There are times we have done similar in strip malls. They are being cheap with not having a single main disconnect. So they’ll get a piece of gear with six main breakers. Then from that they’ll get a 4” to a trough, then tapped enclosed circuit breakers and tenant meters. Keep repeating off of one of the six main breakers. Grounding is a nightmare going through the meters. Especially if some of the tenants have CT cabinets. From what I’ve seen the inspectors don’t say anything about paralleling the neutral with the equipment ground?


----------



## Cow (Jan 16, 2008)

Is the 200 amp disconnect considered a service disconnect or is it a power co. disconnect? Over here the power co's don't have disco's in front of their meters but I've heard other areas may do that.

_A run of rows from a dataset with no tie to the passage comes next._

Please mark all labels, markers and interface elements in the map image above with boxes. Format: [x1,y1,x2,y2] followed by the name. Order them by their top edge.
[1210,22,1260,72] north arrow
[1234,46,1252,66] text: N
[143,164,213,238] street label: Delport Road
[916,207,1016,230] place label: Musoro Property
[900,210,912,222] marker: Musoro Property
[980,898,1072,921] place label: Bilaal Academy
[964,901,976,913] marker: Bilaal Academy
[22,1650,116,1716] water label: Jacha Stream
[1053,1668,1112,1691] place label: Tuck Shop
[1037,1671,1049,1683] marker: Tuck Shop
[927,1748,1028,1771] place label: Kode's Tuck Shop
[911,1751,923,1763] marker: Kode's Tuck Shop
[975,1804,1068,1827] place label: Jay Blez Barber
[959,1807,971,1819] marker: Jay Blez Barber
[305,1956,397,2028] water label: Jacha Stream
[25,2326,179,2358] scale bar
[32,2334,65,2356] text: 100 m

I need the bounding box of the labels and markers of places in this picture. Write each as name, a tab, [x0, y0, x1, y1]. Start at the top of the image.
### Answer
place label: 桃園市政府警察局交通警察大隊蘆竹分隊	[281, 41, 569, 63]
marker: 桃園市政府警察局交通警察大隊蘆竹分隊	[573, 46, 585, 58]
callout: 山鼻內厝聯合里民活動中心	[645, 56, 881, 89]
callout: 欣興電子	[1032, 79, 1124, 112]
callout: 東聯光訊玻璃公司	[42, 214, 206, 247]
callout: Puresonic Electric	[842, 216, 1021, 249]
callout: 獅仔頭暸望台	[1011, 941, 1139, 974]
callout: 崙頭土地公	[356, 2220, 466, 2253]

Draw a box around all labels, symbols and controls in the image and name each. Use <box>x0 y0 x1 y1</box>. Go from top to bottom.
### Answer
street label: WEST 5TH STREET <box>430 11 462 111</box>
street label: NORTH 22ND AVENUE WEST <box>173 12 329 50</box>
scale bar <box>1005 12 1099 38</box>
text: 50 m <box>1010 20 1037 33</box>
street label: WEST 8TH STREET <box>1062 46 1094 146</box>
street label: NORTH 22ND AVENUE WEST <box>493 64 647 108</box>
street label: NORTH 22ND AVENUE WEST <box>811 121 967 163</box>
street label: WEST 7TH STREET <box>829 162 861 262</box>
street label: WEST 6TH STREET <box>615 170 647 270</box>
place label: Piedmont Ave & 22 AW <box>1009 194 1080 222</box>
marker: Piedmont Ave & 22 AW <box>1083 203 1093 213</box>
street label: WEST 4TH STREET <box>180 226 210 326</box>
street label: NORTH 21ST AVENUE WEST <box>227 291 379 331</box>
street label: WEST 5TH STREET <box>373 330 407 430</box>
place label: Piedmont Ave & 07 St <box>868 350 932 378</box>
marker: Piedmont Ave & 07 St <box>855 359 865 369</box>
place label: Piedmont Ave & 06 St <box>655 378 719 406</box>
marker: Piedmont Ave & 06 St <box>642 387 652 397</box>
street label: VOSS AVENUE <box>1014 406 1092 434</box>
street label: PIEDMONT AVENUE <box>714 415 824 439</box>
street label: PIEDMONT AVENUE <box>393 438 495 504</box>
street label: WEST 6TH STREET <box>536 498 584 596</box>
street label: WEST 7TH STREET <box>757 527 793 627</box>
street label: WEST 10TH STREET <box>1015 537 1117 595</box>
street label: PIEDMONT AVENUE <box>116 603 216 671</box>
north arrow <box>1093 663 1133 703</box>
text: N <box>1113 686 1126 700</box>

I would have to run this past our inspector, if that 200 amp was considered our service disconnect. At that point, you'd need 4 wires leaving the disconnect. You may run into downstream neutral-ground bond issues in the metering equipment. Plus you most likely only have 3 wire feeders to each apt, etc.

It can really turn into a can of worms on this one, sounds like.


----------



## joe-nwt (Mar 28, 2019)

Cow said:


> Is the 200 amp disconnect considered a service disconnect or is it a power co. disconnect? Over here the power co's don't have disco's in front of their meters but I've heard other areas may do that.
> 
> I would have to run this past our inspector, if that 200 amp was considered our service disconnect. At that point, you'd need 4 wires leaving the disconnect. *You may run into downstream neutral-ground bond issues in the metering equipment. *Plus you most likely only have 3 wire feeders to each apt, etc.
> 
> It can really turn into a can of worms on this one, sounds like.


I think you can get isolated neutral kits for many of the meter bases out there.


----------



## Dennis Alwon (May 9, 2009)

joe-nwt said:


> I think you can get isolated neutral kits for many of the meter bases out there.


Not sure about kits but you would have to use a special meter for this that isolates the ground and neutral


----------



## Dennis Alwon (May 9, 2009)

IMO, the main 200 amp breaker is for the service disconnect.. If it were not then having 7 panels would not be compliant as it would break the 6 disco rule.


----------



## funkking (May 27, 2020)

Here's a pic of the meters and panels.


----------



## VELOCI3 (Aug 15, 2019)

funkking said:


> Here's a pic of the meters and panels.
> View attachment 151776
> View attachment 151777


That’s what you call 5 pounds of sh#t in a 1 pound bag. The new meter sockets will be physically larger. I would check the POCO blue pages for accepted ganged meter banks with common bus feeds. That will save space and eliminate that trough on top. 


Sent from my iPad using Tapatalk


----------



## joe-nwt (Mar 28, 2019)

Dennis Alwon said:


> Not sure about kits but you would have to use a special meter for this that isolates the ground and neutral


5-Jaw. Use them all the time around here for a 120/208 service derived from 3Ø .


----------



## varmit (Apr 19, 2009)

It would appear that the BX sheath is the EGC. So that would save a lot of work on that aspect. In the present configuration, each panel should be considered a sub panel.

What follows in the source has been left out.